Anti-submarine defences were vital to this system: by the Second World War German U-boats were a real and dangerous threat. If the defences of the Clyde were breached U-boats would be free to fire upon civilian and naval targets with potentially catastrophic effect to the war effort and moral. At Eerie Port, around 20km to the SSW on Great Cumbrae Island, a submarine listening post is recorded. This would have been used to listen for submarines attempting to penetrate the Clyde boom. Two single-storey buildings survive, converted to an activity centre. Several other examples of anti-submarine booms are known around the coast of Scotland. Examples include those at Campbeltown Loch, on the E coast of the Kintyre Peninsula, Loch Ewe, to the west of Ullapool on the W coast, Loch Fyne on the Clyde, Cromarty Firth on the Moray Firth and three around Scapa Flow in Orkney. The booms worked in conjunction with several other elements such as minefields, listening posts, control points and engine houses.

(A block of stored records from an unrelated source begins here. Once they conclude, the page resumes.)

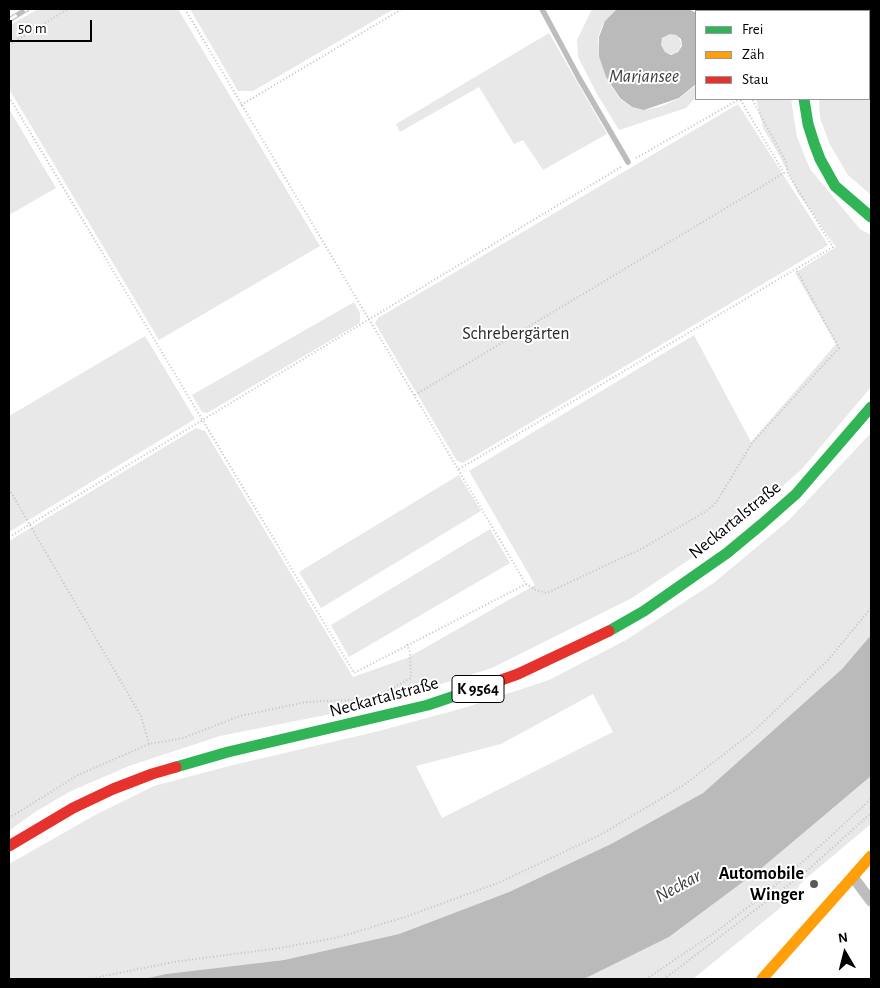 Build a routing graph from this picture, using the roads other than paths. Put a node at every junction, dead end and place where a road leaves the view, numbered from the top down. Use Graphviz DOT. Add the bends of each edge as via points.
graph roads {
  1 [pos="542,9"];
  2 [pos="804,100"];
  3 [pos="628,162"];
  4 [pos="871,217"];
  5 [pos="871,407"];
  6 [pos="9,846"];
  7 [pos="871,856"];
  8 [pos="853,877"];
  9 [pos="871,901"];
  10 [pos="762,979"];
  1 -- 3 [label="lane"];
  2 -- 4 [label="main road" via="814,143 835,186"];
  5 -- 6 [label="main road, Neckartalstraße / K 9564" via="796,494 734,547 644,611 599,636 518,674 446,700 228,752 152,774 81,804"];
  7 -- 8 [label="main road"];
  8 -- 9 [label="street"];
  8 -- 10 [label="main road"];
} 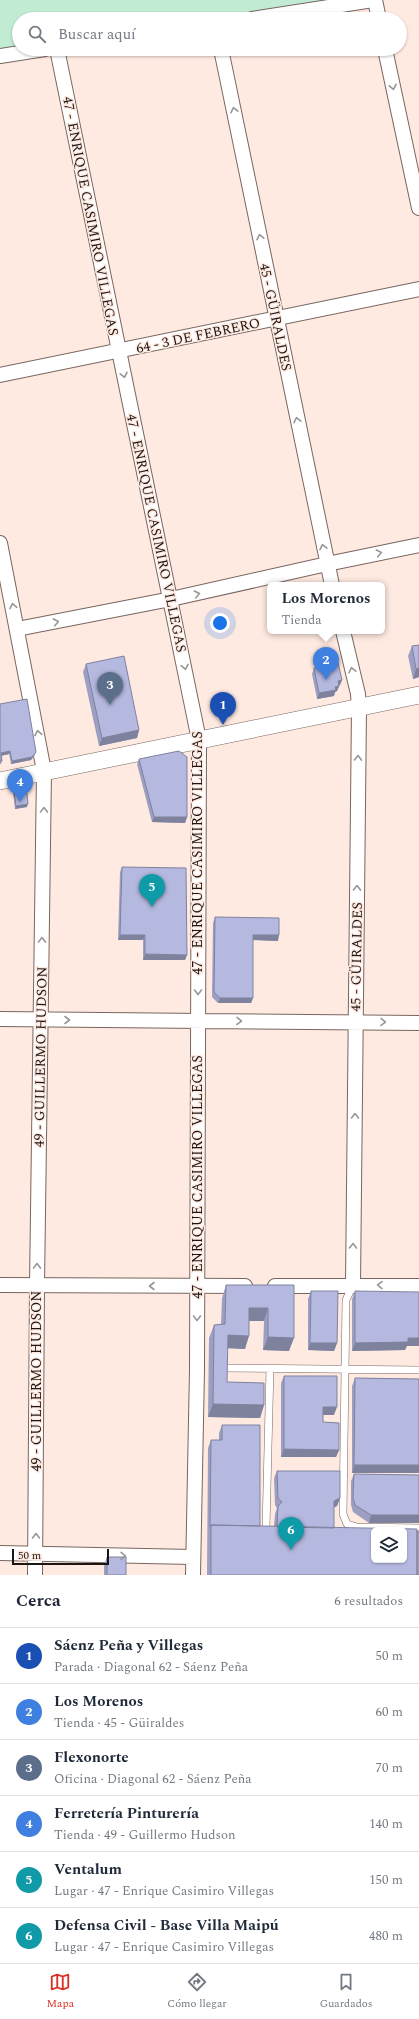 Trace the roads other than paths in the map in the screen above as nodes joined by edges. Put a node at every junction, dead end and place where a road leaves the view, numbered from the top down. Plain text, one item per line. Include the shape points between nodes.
1 (374, 0) edge
2 (297, 12) edge
3 (377, 12) edge
4 (12, 54) edge
5 (0, 56) edge
6 (58, 56) edge
7 (223, 56) edge
8 (386, 56) edge
9 (419, 208) edge
10 (419, 289) edge
11 (277, 318) junction
12 (118, 351) junction
13 (0, 376) edge
14 (0, 543) edge
15 (419, 545) edge
16 (327, 564) junction
17 (331, 582) edge
18 (171, 600) junction
19 (17, 629) junction
20 (344, 634) edge
21 (419, 696) edge
22 (359, 708) junction
23 (199, 740) junction
24 (44, 772) junction
25 (0, 781) edge
26 (0, 1019) edge
27 (41, 1019) junction
28 (198, 1020) junction
29 (356, 1022) junction
30 (419, 1023) edge
31 (0, 1285) edge
32 (353, 1285) junction
33 (37, 1286) junction
34 (419, 1286) edge
35 (197, 1287) junction
36 (222, 1368) edge
37 (270, 1368) junction
38 (345, 1368) junction
39 (419, 1370) edge
40 (266, 1528) edge
41 (419, 1528) edge
42 (0, 1553) edge
43 (36, 1554) junction
44 (193, 1557) junction
45 (35, 1575) edge
46 (193, 1575) edge

1 - 2 street
1 - 3 street
4 - 5 street
6 - 12 street, 47 - ENRIQUE CASIMIRO VILLEGAS
11 -> 7 street, 45 - GÜIRALDES
8 -> 9 street
10 - 11 street, 64 - 3 DE FEBRERO
11 - 12 street, 64 - 3 DE FEBRERO
16 -> 11 street, 45 - GÜIRALDES
12 - 13 street, 64 - 3 DE FEBRERO
12 -> 18 street, 47 - ENRIQUE CASIMIRO VILLEGAS
19 -> 14 street, 49 - GUILLERMO HUDSON
16 -> 15 street
16 - 17 street, 45 - GÜIRALDES
18 -> 16 street
19 -> 18 street
18 -> 23 street, 47 - ENRIQUE CASIMIRO VILLEGAS
24 -> 19 street, 49 - GUILLERMO HUDSON
22 -> 20 street, 45 - GÜIRALDES
21 - 22 street
22 - 23 street
29 -> 22 street, 45 - GÜIRALDES
23 - 24 street
23 -> 28 street, 47 - ENRIQUE CASIMIRO VILLEGAS
24 - 25 street
27 -> 24 street, 49 - GUILLERMO HUDSON
26 - 27 street
27 -> 28 street
33 -> 27 street, 49 - GUILLERMO HUDSON
28 -> 29 street
28 - 35 street, 47 - ENRIQUE CASIMIRO VILLEGAS
29 -> 30 street
32 -> 29 street, 45 - GÜIRALDES
31 - 33 street
34 -> 32 street
32 - 35 street
32 - 38 lane via 346,1300
35 -> 33 street
43 -> 33 street, 49 - GUILLERMO HUDSON
35 -> 44 street, 47 - ENRIQUE CASIMIRO VILLEGAS
36 - 37 lane
37 - 38 lane
37 - 40 lane via 272,1472
38 - 39 lane
38 - 41 lane via 343,1514 347,1524 358,1527
42 - 43 street
43 -> 44 street
43 - 45 street, 49 - GUILLERMO HUDSON
44 - 46 street, 47 - ENRIQUE CASIMIRO VILLEGAS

The monument is shown to be of a rare type with less than a dozen similar monuments recorded in Scotland. It reflects the defensive needs of a very specific threat during a relatively short period. The monument was an integral part of a local system of defences designed to counteract that threat and was vital for preserving the security of the Clyde. As part of this defensive network the monument has the capacity to add to our knowledge of a large-scale, centrally co-ordinated system of defence and our understanding of the nature of 20th-century warfare.

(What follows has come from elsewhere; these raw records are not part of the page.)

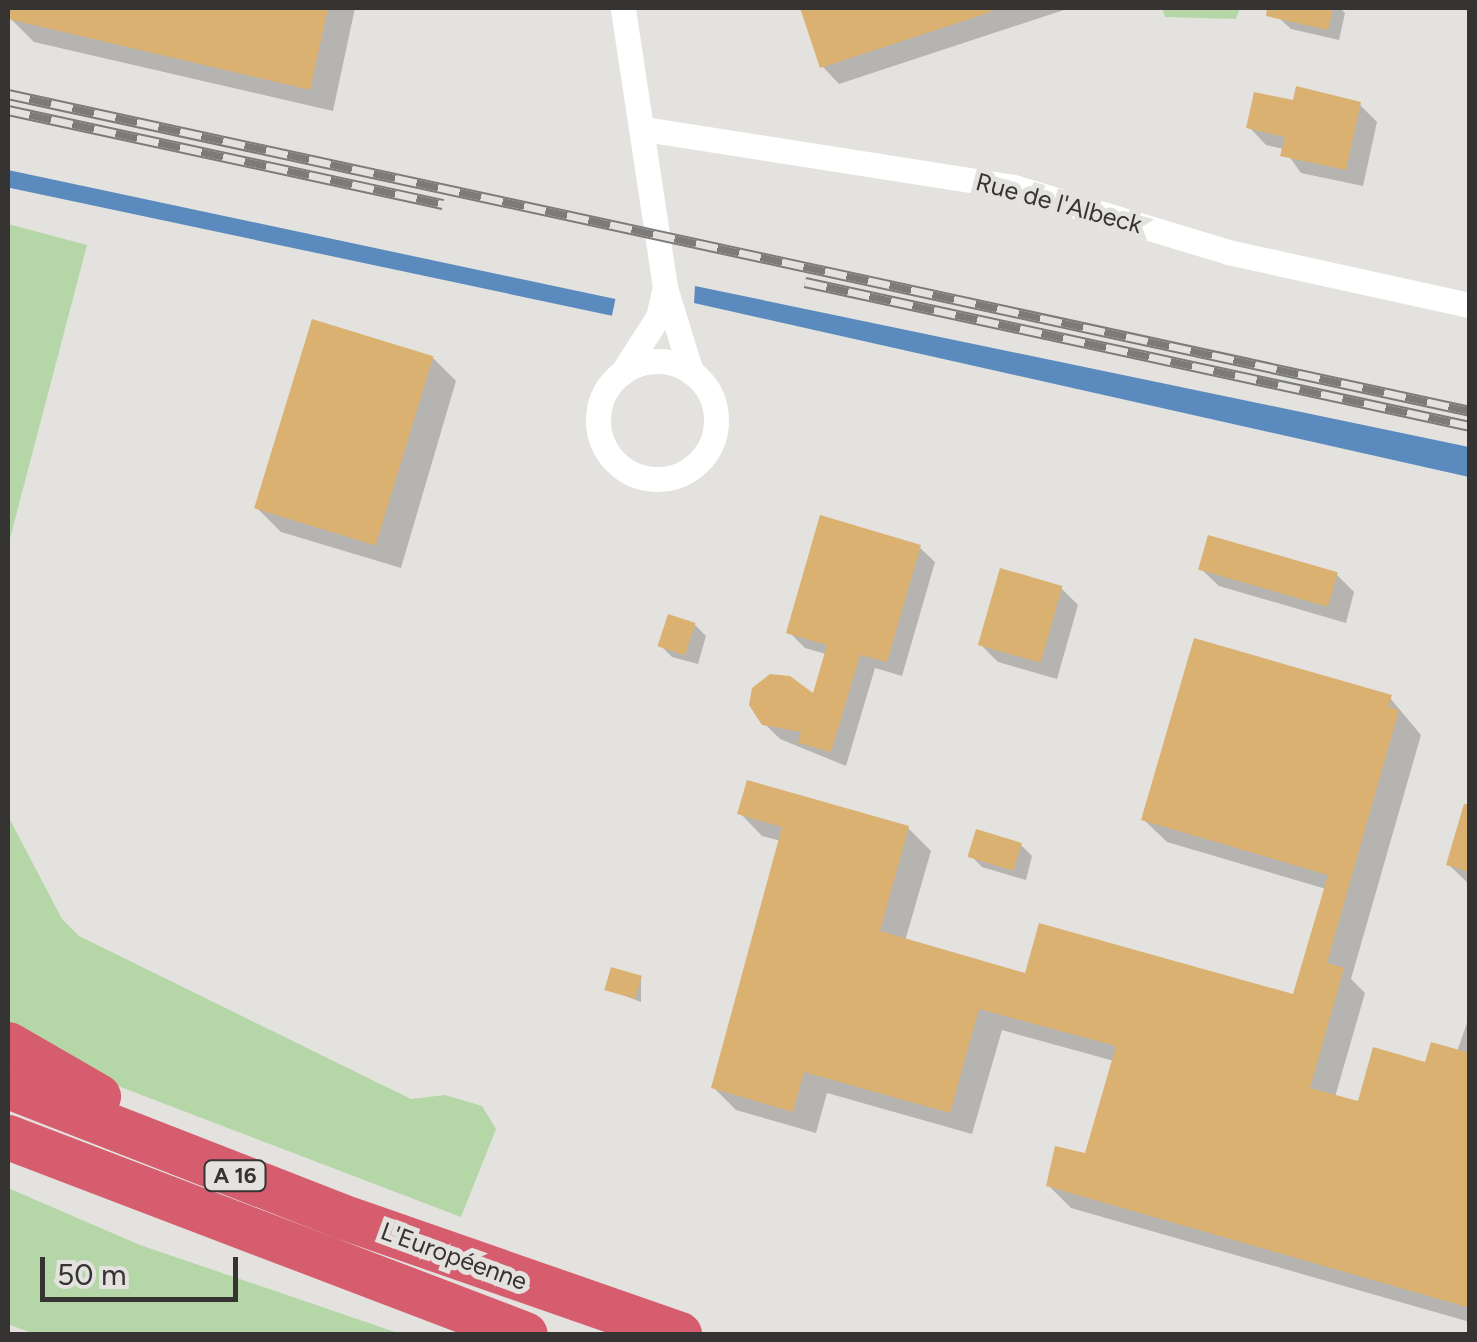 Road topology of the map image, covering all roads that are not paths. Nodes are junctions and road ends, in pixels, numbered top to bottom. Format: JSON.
{"nodes":[{"id":1,"x":624,"y":8,"type":"edge"},
{"id":2,"x":644,"y":129,"type":"junction"},
{"id":3,"x":665,"y":286,"type":"junction"},
{"id":4,"x":1470,"y":306,"type":"edge"},
{"id":5,"x":691,"y":372,"type":"junction"},
{"id":6,"x":622,"y":373,"type":"junction"},
{"id":7,"x":8,"y":1044,"type":"edge"},
{"id":8,"x":8,"y":1086,"type":"edge"},
{"id":9,"x":8,"y":1137,"type":"edge"},
{"id":10,"x":8,"y":1146,"type":"edge"},
{"id":11,"x":218,"y":1220,"type":"junction"},
{"id":12,"x":465,"y":1260,"type":"junction"},
{"id":13,"x":524,"y":1334,"type":"edge"},
{"id":14,"x":679,"y":1334,"type":"edge"}],
"edges":[{"from":1,"to":2,"type":"street"},
{"from":2,"to":3,"type":"street"},
{"from":2,"to":4,"type":"street","name":"Rue de l'Albeck"},
{"from":3,"to":5,"type":"street"},
{"from":3,"to":6,"type":"street"},
{"from":5,"to":6,"type":"street"},
{"from":5,"to":6,"type":"street"},
{"from":7,"to":12,"type":"highway"},
{"from":8,"to":12,"type":"highway","name":"L'Européenne","number":"A 16"},
{"from":9,"to":11,"type":"highway","name":"L'Européenne","number":"A 16"},
{"from":10,"to":11,"type":"highway"},
{"from":11,"to":13,"type":"highway","name":"L'Européenne","number":"A 16"},
{"from":12,"to":14,"type":"highway","name":"L'Européenne","number":"A 16"}]}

Associative characteristics
The monument is associated with both the First and the Second World Wars. In particular the monument is associated with the strategically important safe anchorage of the Clyde and contributed towards the success of the associated Battle of the Atlantic, the longest military campaign of the Second World War. The impact of the Second World War on the lives and landscape of Scotland in the late 1930s and 1940s was on a scale never before witnessed. The mobilisation of the entire country to aid the war effort would transform the social and economic character of the nation and the new threat of long-range aerial attack brought the war directly into the daily lives of the civilian population. Its place in the national consciousness remains prominent to this day, and many people alive today remember first hand the experiences and impact of the conflict. The monument retains the potential to inform our understanding of 20th-century warfare and the impact of the Second World War on the people and landscapes of Inverclyde and Scotland.
National Importance
This monument is of national importance because it has an inherent potential to make a significant addition to our understanding of the past, in particular the defence of the strategically important Clyde area during the Second World War. It has the capacity to illustrate the techniques of military, especially naval, design and construction. As a particularly rare type of monument it demonstrates the ingenuity and resourcefulness of a society under attack and is a testament to the people that manned it and those that it helped to protect. Its loss or diminution would impede significantly our ability to understand the function, location and use of such monuments in Inverclyde, Renfrewshire and East Renfrewshire and across Scotland, as well as our knowledge of Second World War defensive tactics, specifically anti-submarine measures.